The first port of call is then the department’s management approver(s). These are usually senior managers or administrative staff in the department who can vet the suitability of the request for this visitor. Assuming they approve it, the IT service desk and campus card desk groups are then asked for their approval. Which of them are involved depends on the requirements for ID cards and IT access obviously – no point involving the card desk in an approval for a visitor that does not require an ID card for example. If IT access is requested, custom code picks the required details from the RT ticket once IT service desk approval is given and “mints” a username and/or email address using another system we have on site.
Assuming these groups also approve the visitor, the ticket enters a “Pending” status. It is waiting for its “valid from” custom field date to be reached, at which point the status will be changed to “Active”. This change is done by a regularly run rt-crontool job. Another rt-crontool job does a similar job but looks for when the “valid to” date is approaching and sets the status to “Expiring”. This is a cue for scrips to send out reminders messages to the visitor and their requesting University guarantor that their record will soon expire and will need renewal if they are to maintain the access they have. The guarantor staff member can use another self server custom user interface to submit this renewal request. If the visitor is not renewed by their valid to date, the ticket status is changed by yet another cron job to be “Disabled”.
Tickets in “Active”, “Expiring” and “Disabled” statuses are regularly picked up by our main identity management system using the RT REST2 API. This system is designed to be more generic than just handling visitors and tenants, and gathers user information from not only ALMS but also other identity source systems such as our main student and HR management systems. It is this system that actually does the dirty work of creating and updating records in the Active Directory and passing information required by the building access system for ID card manufacture.
A similar process exists for the tenant users, but in this case there is no self-service request aspect as the tenant organisations request new individuals directly to the campus card desk. When a tenant staff member leaves the organisation it is up to that organisation’s management to tell the University so that we can update the valid to date in the user ticket (which will then start the expiry/disabled status process, but without any emails to guarantors for renewal as there is with visitors).
ALMS also provides some reporting information to IT, campus card desk and our commercial partner management groups. It is easy to use RT’s reporting system to provide er organisation lists of users, with break downs by Pending, Active, Expiring or Disabled status for example.

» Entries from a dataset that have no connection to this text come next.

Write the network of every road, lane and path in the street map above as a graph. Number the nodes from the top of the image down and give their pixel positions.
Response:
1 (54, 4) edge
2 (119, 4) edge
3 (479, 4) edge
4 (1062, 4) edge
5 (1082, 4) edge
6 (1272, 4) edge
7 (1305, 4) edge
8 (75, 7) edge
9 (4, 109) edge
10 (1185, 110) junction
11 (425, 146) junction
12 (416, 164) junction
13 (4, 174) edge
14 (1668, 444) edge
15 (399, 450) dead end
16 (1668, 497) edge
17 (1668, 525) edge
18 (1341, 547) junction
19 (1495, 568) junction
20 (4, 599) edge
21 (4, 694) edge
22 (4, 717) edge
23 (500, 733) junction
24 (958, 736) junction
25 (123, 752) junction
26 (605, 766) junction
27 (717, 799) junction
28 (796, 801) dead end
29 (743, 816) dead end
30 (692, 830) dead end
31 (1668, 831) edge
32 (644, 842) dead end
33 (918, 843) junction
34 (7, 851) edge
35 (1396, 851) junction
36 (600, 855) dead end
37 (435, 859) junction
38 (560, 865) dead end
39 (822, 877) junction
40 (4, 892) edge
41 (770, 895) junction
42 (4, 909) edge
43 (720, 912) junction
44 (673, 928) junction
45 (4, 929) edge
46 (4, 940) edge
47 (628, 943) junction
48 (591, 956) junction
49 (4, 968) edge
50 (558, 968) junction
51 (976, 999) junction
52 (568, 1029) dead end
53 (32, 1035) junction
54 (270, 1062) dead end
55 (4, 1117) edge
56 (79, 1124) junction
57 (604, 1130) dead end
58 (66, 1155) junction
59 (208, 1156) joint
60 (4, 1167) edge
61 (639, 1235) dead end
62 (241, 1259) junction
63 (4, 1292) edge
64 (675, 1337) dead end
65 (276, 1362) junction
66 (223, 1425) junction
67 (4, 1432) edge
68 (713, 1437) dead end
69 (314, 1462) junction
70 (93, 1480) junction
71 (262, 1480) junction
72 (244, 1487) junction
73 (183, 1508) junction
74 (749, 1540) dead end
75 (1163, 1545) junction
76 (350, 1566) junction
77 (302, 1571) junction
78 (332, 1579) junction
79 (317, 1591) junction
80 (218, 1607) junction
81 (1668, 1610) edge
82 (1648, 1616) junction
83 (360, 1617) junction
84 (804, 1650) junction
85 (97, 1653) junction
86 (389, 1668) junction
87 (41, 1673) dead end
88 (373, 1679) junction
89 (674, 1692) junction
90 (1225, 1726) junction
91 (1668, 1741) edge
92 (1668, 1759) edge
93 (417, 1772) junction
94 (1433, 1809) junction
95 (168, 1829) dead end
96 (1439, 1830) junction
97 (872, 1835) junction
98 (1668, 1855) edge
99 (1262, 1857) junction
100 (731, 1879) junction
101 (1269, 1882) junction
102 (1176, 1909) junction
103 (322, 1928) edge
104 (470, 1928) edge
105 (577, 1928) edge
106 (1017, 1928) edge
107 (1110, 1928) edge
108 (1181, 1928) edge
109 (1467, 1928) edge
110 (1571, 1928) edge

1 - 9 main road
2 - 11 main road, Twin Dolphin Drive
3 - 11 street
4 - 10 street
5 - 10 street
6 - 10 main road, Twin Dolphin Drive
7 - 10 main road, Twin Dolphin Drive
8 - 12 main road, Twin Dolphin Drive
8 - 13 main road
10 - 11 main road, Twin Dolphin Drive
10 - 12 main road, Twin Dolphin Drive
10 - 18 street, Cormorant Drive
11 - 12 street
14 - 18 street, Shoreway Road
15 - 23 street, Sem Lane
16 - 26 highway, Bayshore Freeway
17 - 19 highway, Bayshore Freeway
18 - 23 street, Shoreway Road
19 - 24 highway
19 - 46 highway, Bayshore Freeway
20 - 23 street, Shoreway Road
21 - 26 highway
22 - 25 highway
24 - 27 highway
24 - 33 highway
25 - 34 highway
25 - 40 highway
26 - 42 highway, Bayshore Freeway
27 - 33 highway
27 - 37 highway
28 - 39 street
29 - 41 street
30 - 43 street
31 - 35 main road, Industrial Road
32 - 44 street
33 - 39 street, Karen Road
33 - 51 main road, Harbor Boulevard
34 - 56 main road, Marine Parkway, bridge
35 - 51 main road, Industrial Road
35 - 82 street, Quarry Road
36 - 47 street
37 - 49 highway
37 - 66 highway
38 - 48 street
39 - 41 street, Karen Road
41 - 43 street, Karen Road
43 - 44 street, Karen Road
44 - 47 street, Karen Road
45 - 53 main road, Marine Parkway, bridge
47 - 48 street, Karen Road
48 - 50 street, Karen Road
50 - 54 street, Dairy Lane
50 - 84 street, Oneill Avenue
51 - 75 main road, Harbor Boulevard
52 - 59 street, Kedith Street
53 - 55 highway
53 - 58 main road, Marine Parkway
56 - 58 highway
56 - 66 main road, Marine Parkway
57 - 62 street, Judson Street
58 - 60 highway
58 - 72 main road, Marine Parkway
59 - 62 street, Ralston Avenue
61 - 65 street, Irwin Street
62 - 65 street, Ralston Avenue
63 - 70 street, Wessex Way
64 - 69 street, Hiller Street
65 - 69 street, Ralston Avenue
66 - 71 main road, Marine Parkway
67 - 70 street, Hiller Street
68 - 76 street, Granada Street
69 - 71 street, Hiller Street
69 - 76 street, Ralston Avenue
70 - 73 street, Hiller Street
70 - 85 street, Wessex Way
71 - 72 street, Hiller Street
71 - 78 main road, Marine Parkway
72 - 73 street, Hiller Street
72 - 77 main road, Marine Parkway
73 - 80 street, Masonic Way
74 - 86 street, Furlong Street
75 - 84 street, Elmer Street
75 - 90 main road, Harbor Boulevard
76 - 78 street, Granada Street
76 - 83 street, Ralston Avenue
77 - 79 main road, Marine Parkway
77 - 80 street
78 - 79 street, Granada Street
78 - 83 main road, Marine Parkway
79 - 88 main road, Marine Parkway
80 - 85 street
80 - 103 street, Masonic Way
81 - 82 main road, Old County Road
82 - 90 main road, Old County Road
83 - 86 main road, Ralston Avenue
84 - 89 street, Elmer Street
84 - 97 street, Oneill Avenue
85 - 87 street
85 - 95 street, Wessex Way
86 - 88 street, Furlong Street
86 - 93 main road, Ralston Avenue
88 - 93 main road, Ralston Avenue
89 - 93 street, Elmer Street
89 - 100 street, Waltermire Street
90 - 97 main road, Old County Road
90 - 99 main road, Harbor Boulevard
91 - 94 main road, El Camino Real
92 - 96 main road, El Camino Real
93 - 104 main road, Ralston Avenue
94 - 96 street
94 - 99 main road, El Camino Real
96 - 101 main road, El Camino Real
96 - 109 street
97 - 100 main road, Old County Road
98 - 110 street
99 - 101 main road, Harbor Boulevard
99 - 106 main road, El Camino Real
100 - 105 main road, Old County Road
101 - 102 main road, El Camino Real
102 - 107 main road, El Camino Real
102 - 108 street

Whilst this has taken some local development work the result seems to be working OK. It has been in service for nearly a year now, and is managing several thousand visitors and tenants. The great thing about using open source software such as RT as the basis of this system is that it has not only cut down our development time considerably but it is far easier for us to customise than some of the commercial systems targeted directly at this market. That makes it cost effective, even factoring our local development and maintenance effort.